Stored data
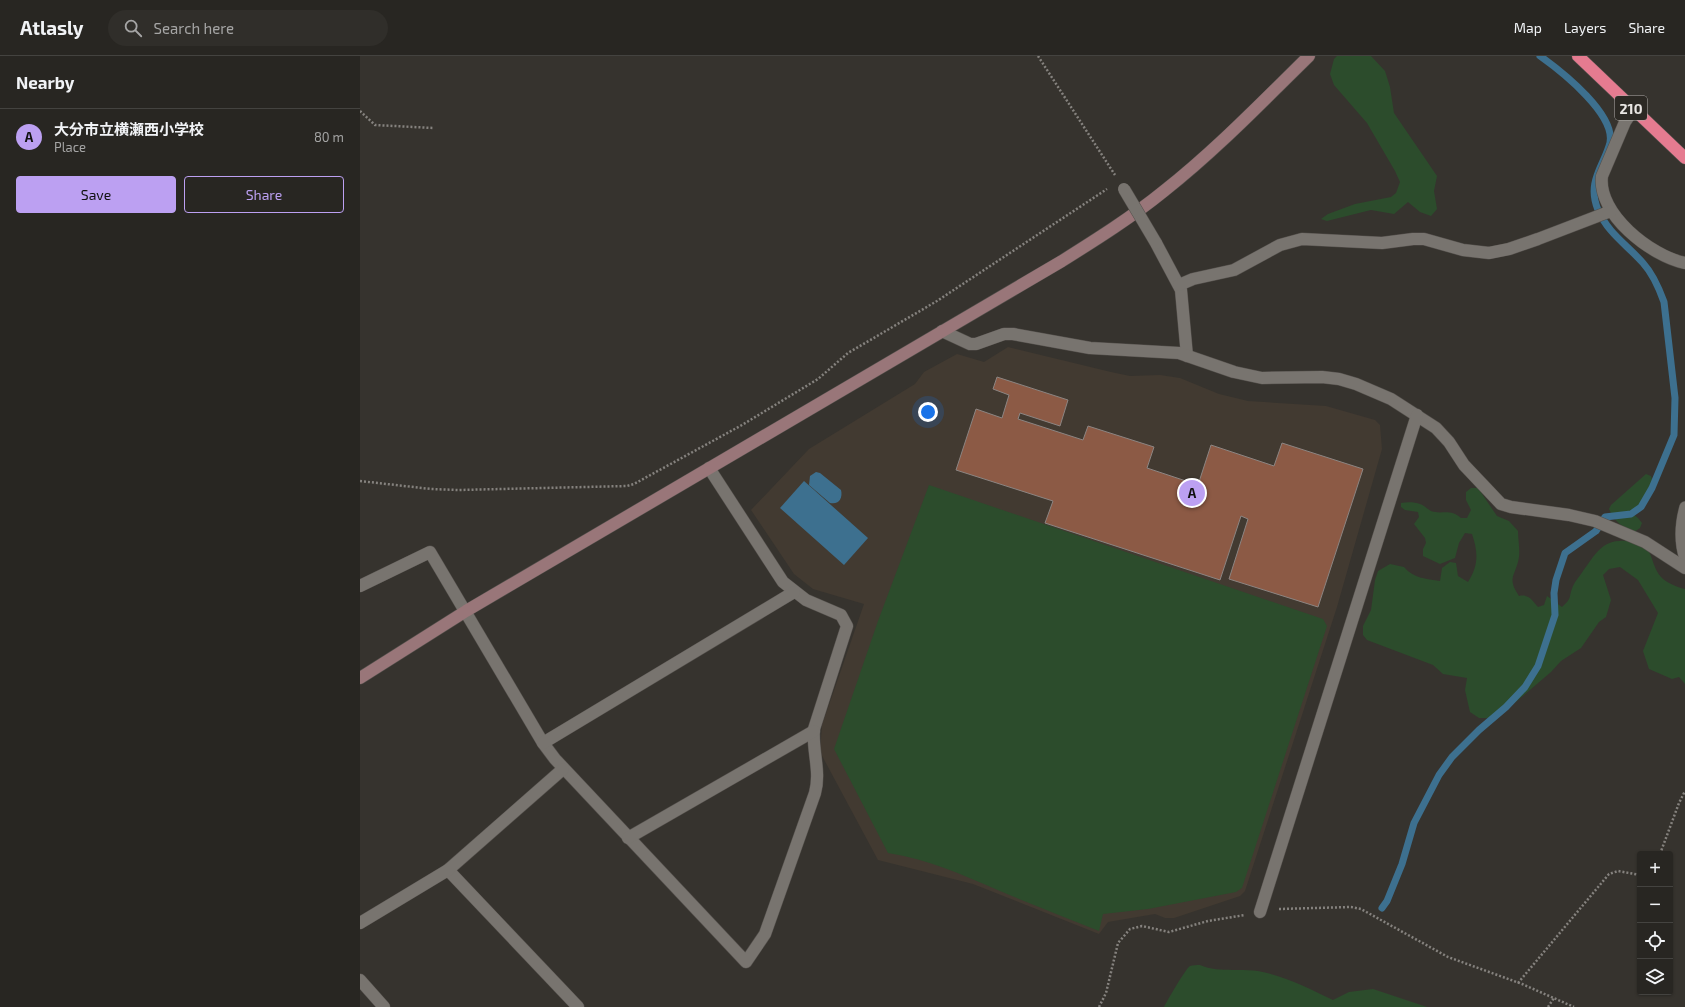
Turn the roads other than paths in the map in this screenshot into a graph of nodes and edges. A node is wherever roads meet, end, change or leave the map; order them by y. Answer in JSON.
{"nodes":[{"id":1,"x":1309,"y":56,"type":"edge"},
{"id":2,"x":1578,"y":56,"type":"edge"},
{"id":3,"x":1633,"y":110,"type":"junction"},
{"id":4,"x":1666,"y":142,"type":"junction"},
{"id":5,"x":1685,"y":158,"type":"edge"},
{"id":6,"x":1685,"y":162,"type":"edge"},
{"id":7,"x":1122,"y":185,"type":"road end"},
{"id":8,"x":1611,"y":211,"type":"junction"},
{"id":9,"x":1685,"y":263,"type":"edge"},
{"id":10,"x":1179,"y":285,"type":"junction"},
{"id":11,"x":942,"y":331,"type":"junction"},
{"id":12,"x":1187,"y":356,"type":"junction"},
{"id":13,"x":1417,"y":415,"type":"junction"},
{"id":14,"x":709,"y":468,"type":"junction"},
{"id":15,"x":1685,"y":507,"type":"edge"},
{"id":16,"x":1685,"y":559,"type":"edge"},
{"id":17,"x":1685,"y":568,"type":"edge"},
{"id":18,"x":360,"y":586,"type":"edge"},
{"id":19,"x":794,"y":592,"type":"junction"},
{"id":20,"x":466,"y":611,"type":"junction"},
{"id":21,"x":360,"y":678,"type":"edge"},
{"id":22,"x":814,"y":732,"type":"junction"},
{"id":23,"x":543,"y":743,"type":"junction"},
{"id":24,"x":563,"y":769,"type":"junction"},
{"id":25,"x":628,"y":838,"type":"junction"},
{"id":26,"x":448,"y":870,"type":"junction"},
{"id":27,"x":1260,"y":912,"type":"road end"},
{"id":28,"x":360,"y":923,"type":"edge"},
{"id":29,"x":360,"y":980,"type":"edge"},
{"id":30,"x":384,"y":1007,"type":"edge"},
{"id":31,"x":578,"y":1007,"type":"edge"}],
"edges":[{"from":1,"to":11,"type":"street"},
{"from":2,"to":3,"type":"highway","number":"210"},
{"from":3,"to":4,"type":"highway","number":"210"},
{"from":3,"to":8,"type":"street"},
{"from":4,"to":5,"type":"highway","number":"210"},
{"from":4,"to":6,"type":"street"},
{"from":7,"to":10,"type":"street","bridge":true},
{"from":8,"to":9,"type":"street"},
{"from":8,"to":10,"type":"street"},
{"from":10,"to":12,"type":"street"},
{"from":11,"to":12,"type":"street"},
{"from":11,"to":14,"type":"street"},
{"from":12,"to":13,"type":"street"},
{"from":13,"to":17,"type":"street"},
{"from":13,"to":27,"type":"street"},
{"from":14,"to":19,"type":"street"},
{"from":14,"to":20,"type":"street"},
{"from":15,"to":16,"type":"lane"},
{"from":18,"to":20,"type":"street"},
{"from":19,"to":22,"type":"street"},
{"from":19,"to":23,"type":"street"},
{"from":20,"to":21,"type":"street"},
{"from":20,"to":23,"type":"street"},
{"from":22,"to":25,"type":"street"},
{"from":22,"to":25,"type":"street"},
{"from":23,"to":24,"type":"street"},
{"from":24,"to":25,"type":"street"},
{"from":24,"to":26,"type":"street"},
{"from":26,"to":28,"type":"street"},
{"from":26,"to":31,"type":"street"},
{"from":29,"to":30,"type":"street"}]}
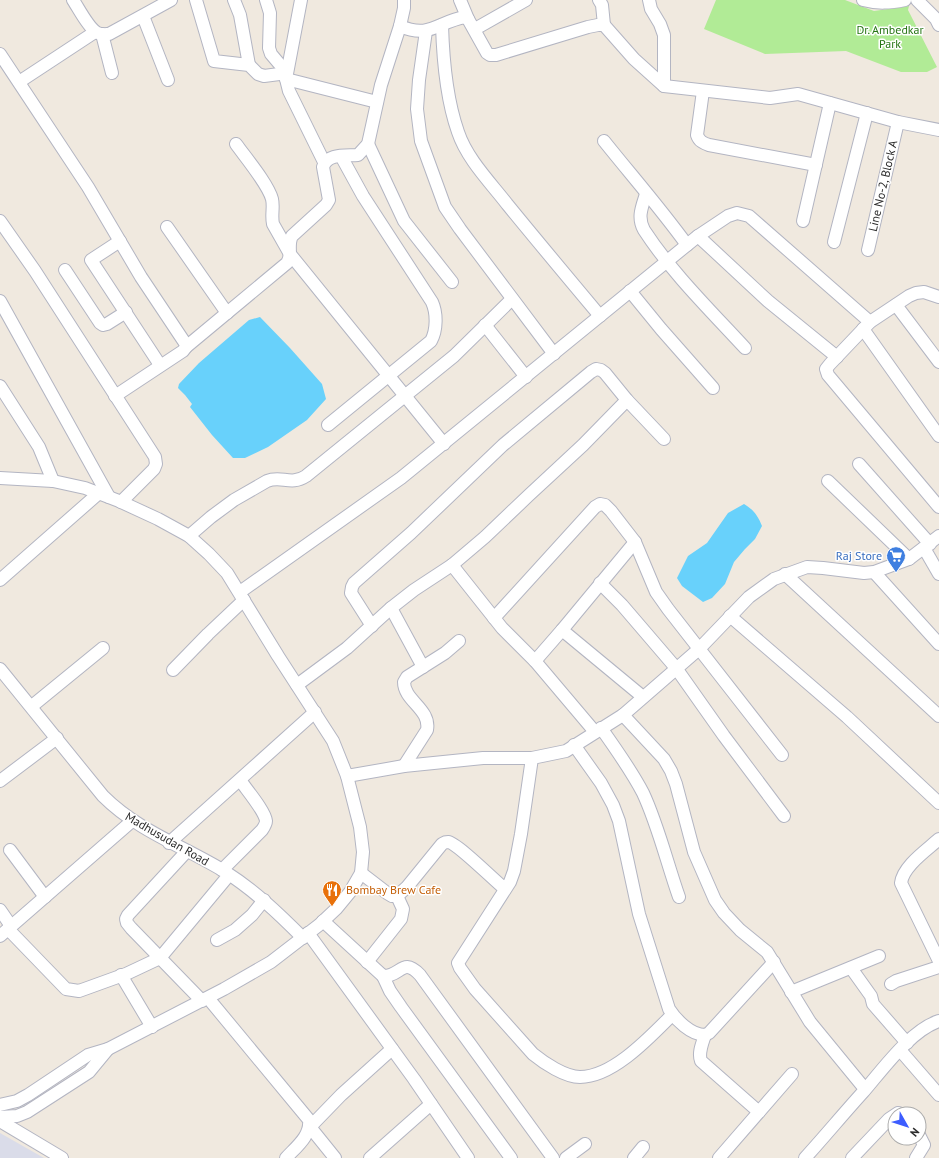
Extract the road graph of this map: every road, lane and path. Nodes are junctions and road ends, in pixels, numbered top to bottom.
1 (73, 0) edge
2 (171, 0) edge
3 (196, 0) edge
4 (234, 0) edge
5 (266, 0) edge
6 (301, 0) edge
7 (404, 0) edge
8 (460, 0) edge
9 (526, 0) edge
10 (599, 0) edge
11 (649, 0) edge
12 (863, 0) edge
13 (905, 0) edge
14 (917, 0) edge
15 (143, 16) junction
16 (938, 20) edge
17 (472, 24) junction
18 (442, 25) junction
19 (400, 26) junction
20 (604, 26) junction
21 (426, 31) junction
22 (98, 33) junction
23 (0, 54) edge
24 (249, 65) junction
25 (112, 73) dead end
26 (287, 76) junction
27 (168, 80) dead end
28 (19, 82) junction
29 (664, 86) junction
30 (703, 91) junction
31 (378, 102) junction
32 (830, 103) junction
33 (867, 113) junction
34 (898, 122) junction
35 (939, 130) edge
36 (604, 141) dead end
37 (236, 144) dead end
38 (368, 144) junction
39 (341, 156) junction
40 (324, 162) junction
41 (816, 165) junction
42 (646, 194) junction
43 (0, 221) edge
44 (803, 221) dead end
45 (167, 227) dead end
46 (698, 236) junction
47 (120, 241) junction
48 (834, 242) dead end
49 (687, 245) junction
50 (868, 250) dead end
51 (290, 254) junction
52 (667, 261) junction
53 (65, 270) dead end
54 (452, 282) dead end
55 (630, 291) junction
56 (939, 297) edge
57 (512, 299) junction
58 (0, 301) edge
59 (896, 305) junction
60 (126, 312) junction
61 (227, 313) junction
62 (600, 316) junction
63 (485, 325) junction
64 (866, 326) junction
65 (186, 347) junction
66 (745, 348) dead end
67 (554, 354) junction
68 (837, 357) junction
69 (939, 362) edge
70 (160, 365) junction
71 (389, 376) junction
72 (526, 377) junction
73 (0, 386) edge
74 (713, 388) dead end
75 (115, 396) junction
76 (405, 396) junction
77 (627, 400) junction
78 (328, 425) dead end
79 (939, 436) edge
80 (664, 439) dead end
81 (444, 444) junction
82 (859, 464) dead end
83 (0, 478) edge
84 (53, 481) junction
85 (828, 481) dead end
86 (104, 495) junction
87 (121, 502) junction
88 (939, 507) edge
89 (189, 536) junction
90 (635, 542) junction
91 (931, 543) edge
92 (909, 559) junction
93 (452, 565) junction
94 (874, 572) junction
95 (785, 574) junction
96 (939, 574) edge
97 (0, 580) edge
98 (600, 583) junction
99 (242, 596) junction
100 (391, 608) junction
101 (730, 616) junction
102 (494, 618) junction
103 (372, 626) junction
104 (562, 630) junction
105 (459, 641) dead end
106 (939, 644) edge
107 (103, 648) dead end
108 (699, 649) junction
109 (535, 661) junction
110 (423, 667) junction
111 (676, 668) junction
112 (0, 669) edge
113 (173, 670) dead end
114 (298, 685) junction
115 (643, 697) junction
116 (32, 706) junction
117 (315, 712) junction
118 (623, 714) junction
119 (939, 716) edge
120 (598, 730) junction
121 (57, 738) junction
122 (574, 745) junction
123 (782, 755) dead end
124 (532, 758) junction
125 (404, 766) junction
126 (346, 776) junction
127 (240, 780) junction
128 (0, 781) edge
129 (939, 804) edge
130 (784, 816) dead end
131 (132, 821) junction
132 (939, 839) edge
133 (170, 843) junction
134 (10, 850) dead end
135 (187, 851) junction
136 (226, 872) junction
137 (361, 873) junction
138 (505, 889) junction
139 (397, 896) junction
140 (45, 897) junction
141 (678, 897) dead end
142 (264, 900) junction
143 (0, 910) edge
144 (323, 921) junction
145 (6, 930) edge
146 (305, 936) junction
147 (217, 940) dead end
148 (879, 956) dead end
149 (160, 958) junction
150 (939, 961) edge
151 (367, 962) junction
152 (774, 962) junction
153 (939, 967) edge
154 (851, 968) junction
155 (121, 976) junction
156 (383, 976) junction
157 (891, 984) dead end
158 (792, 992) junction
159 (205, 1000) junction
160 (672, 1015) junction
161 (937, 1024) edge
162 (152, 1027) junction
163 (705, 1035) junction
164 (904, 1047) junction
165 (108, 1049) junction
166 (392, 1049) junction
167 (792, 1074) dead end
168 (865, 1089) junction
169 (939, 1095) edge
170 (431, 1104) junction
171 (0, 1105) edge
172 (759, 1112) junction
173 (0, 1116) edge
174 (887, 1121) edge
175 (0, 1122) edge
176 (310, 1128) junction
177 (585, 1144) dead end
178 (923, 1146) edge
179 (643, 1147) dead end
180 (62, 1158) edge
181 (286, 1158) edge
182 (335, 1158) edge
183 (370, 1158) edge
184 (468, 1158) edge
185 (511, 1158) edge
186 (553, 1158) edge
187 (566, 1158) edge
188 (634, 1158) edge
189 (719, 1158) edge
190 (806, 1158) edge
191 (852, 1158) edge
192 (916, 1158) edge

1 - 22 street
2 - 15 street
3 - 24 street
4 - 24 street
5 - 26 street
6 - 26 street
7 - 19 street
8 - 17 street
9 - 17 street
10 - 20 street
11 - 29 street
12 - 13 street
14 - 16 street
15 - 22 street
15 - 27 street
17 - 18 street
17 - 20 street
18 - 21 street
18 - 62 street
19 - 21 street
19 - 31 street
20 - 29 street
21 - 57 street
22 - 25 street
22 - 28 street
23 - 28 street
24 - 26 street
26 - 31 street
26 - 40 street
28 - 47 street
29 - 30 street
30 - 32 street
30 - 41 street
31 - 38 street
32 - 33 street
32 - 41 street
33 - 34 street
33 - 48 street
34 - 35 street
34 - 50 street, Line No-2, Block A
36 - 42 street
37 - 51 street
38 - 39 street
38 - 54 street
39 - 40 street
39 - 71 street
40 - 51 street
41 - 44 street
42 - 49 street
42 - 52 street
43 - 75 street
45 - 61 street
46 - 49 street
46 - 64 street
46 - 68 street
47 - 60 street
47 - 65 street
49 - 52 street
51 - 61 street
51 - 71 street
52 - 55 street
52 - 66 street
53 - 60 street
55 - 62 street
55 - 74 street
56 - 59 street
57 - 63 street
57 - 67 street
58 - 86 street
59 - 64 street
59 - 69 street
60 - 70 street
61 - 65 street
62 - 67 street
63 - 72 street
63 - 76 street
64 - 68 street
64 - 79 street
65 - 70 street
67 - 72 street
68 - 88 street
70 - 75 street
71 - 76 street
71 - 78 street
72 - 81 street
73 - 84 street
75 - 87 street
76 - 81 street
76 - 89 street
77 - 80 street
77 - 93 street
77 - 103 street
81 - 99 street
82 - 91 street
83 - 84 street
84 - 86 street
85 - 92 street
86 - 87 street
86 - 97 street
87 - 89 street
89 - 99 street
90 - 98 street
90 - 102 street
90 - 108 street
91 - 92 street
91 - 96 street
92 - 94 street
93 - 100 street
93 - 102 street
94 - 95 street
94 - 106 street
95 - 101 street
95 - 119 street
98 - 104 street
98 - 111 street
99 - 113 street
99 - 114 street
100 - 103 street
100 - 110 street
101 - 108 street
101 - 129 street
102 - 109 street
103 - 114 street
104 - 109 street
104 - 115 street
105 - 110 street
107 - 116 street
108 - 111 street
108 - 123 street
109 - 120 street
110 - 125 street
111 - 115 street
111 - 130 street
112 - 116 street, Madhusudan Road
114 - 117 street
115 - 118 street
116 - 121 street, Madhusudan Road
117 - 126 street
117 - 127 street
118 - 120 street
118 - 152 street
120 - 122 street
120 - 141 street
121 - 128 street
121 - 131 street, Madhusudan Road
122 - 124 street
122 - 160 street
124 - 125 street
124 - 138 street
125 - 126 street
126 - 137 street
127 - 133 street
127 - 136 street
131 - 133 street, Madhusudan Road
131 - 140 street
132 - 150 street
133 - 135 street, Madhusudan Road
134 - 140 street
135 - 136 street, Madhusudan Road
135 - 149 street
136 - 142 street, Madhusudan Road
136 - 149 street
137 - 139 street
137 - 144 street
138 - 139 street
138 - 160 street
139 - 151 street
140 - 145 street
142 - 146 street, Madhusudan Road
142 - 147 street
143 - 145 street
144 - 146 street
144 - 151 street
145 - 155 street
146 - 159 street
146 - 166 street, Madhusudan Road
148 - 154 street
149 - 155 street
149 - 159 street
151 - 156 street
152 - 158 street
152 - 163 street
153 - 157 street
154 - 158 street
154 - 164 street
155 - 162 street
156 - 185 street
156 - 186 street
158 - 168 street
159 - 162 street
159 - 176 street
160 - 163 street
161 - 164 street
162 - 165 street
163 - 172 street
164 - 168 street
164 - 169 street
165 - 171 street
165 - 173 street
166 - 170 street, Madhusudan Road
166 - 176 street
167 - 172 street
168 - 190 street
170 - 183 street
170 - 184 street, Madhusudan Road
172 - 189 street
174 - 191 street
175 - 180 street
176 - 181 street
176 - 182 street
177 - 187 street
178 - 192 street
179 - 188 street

> _INSTRUCTIONS FOR THE TASK_
Please copy every line of the data that carries the string "edges".

> _YOUR RESPONSE_
Turn the roads other than paths in the map in this screenshot into a graph of nodes and edges. A node is wherever roads meet, end, change or leave the map; order them by y. Answer in JSON.
"edges":[{"from":1,"to":11,"type":"street"},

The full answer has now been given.